[Opening SUPPLIED ENTRIES section]

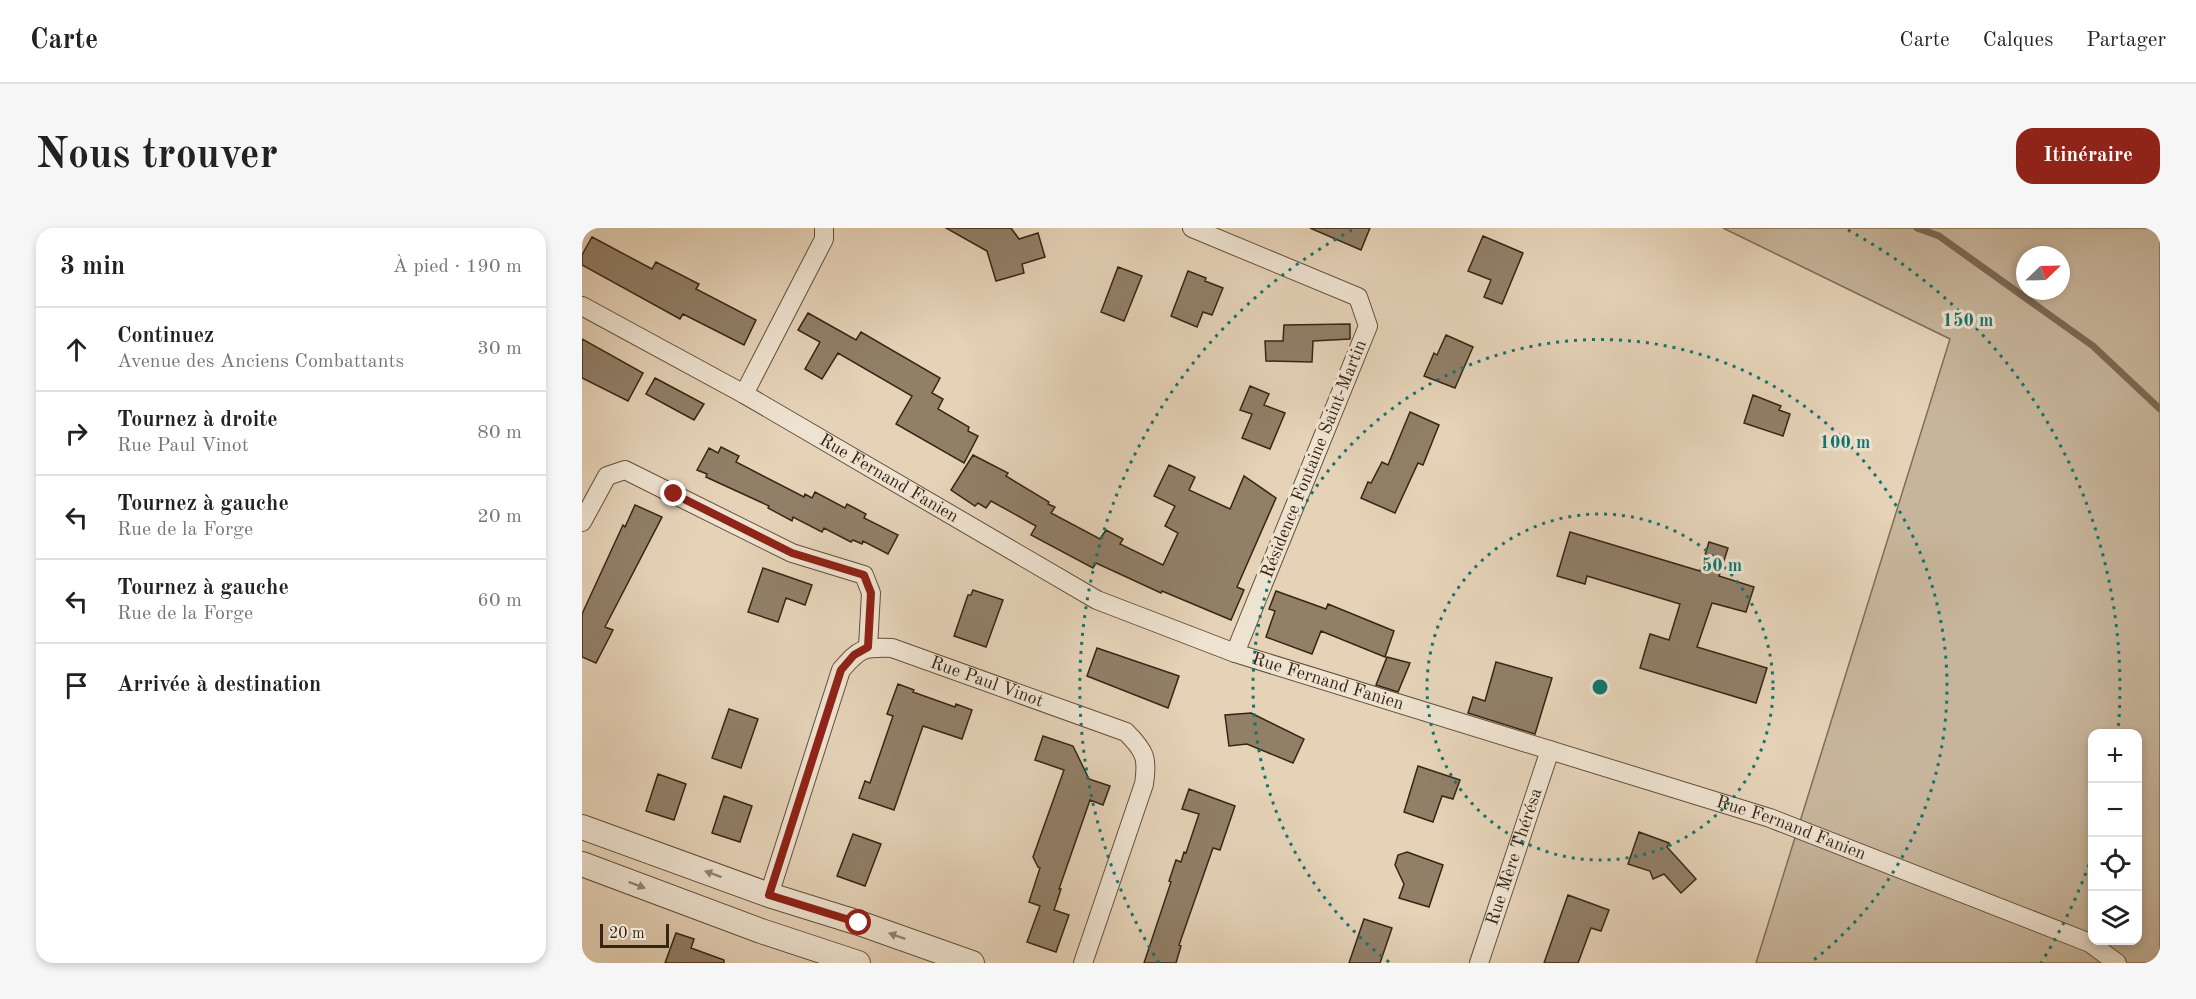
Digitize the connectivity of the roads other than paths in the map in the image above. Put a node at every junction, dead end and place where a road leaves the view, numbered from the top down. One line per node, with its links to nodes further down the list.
1 (824, 228): 4 (street)
2 (1192, 228): 7 (street, Résidence Fontaine Saint-Martin)
3 (582, 306): 4 (street, Rue Fernand Fanien)
4 (744, 394): 7 (street, Rue Fernand Fanien)
5 (582, 522): 6 (street)
6 (868, 647): 11 (street); 14 (street, Rue Paul Vinot)
7 (1235, 653): 8 (street, Rue Fernand Fanien)
8 (1550, 750): 15 (street, Rue Mère Thérésa); 16 (street, Rue Fernand Fanien)
9 (582, 827): 11 (street, one-way to 9)
10 (582, 864): 12 (street, one-way to 12)
11 (769, 895): 13 (street, one-way to 11)
12 (858, 963)
13 (972, 963)
14 (1083, 963)
15 (1479, 963)
16 (2117, 963)

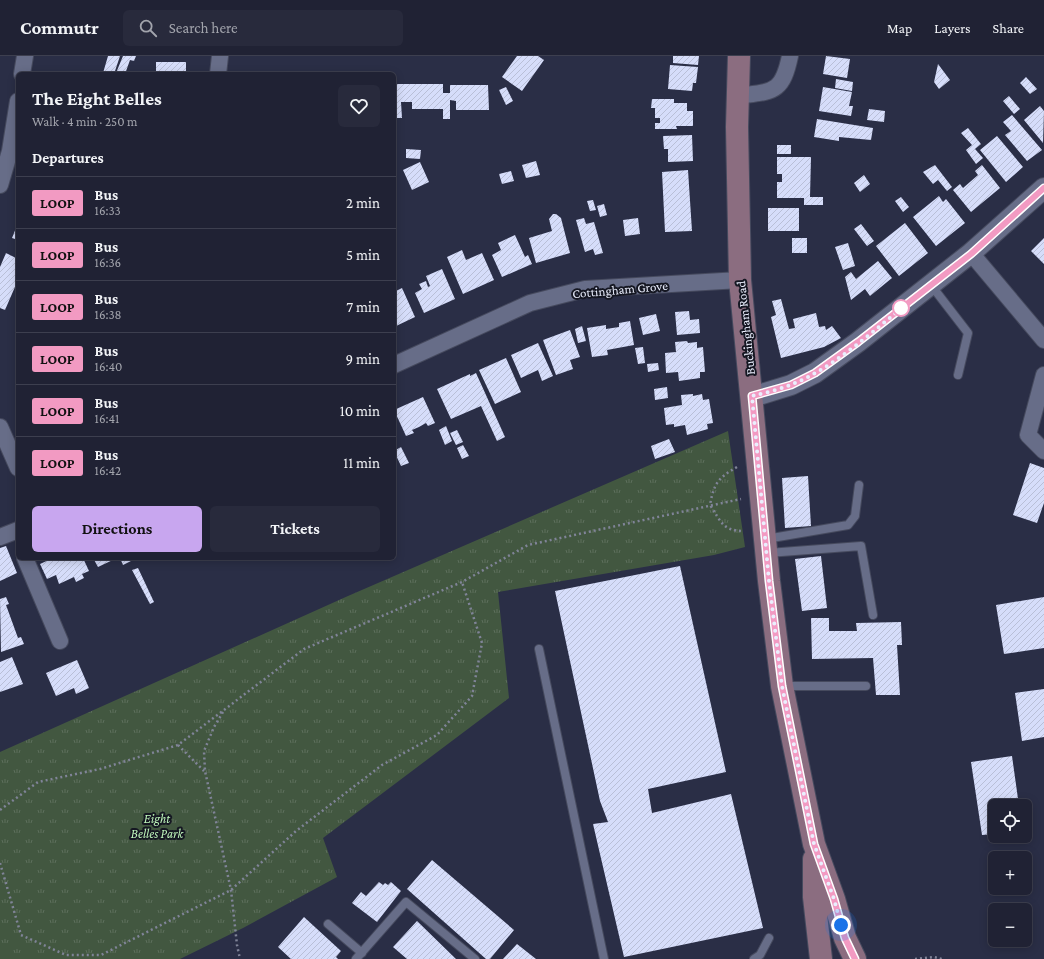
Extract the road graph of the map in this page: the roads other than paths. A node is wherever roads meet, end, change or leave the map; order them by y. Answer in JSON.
{"nodes":[{"id":1,"x":25,"y":56,"type":"edge"},
{"id":2,"x":220,"y":56,"type":"edge"},
{"id":3,"x":739,"y":56,"type":"edge"},
{"id":4,"x":790,"y":56,"type":"edge"},
{"id":5,"x":22,"y":72,"type":"edge"},
{"id":6,"x":218,"y":72,"type":"edge"},
{"id":7,"x":738,"y":96,"type":"junction"},
{"id":8,"x":16,"y":114,"type":"edge"},
{"id":9,"x":0,"y":185,"type":"edge"},
{"id":10,"x":1044,"y":188,"type":"edge"},
{"id":11,"x":971,"y":254,"type":"junction"},
{"id":12,"x":740,"y":280,"type":"junction"},
{"id":13,"x":931,"y":284,"type":"junction"},
{"id":14,"x":1044,"y":340,"type":"edge"},
{"id":15,"x":396,"y":363,"type":"edge"},
{"id":16,"x":1044,"y":375,"type":"edge"},
{"id":17,"x":958,"y":376,"type":"dead end"},
{"id":18,"x":752,"y":396,"type":"junction"},
{"id":19,"x":0,"y":427,"type":"edge"},
{"id":20,"x":1044,"y":451,"type":"edge"},
{"id":21,"x":16,"y":463,"type":"edge"},
{"id":22,"x":859,"y":485,"type":"dead end"},
{"id":23,"x":759,"y":541,"type":"junction"},
{"id":24,"x":26,"y":560,"type":"edge"},
{"id":25,"x":873,"y":615,"type":"dead end"},
{"id":26,"x":60,"y":641,"type":"dead end"},
{"id":27,"x":539,"y":649,"type":"dead end"},
{"id":28,"x":782,"y":686,"type":"junction"},
{"id":29,"x":866,"y":686,"type":"dead end"},
{"id":30,"x":814,"y":844,"type":"junction"},
{"id":31,"x":328,"y":924,"type":"dead end"},
{"id":32,"x":769,"y":938,"type":"dead end"},
{"id":33,"x":359,"y":956,"type":"edge"},
{"id":34,"x":475,"y":959,"type":"edge"},
{"id":35,"x":604,"y":959,"type":"edge"},
{"id":36,"x":754,"y":959,"type":"edge"},
{"id":37,"x":821,"y":959,"type":"edge"},
{"id":38,"x":855,"y":959,"type":"edge"}],
"edges":[{"from":1,"to":5,"type":"street"},
{"from":2,"to":6,"type":"street"},
{"from":3,"to":7,"type":"main road","name":"Buckingham Road"},
{"from":4,"to":7,"type":"street"},
{"from":7,"to":12,"type":"main road","name":"Buckingham Road"},
{"from":8,"to":9,"type":"street"},
{"from":10,"to":11,"type":"street"},
{"from":11,"to":13,"type":"street"},
{"from":11,"to":14,"type":"street"},
{"from":12,"to":15,"type":"street","name":"Cottingham Grove"},
{"from":12,"to":18,"type":"main road","name":"Buckingham Road"},
{"from":13,"to":17,"type":"lane"},
{"from":13,"to":18,"type":"street"},
{"from":16,"to":20,"type":"street"},
{"from":18,"to":23,"type":"main road","name":"Buckingham Road"},
{"from":19,"to":21,"type":"street"},
{"from":22,"to":23,"type":"lane"},
{"from":23,"to":25,"type":"lane"},
{"from":23,"to":28,"type":"main road","name":"Buckingham Road"},
{"from":24,"to":26,"type":"street"},
{"from":27,"to":35,"type":"lane"},
{"from":28,"to":29,"type":"lane"},
{"from":28,"to":30,"type":"main road","name":"Buckingham Road"},
{"from":30,"to":37,"type":"main road","name":"Buckingham Road"},
{"from":30,"to":38,"type":"main road","name":"Buckingham Road"},
{"from":31,"to":33,"type":"lane"},
{"from":32,"to":36,"type":"lane"},
{"from":33,"to":34,"type":"lane"}]}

[Closing SUPPLIED ENTRIES section]

**WHAT TO DO:**
Count the lines in the records that include the word "Buckingham". Report the total alone.

**ANSWER BOX:**
8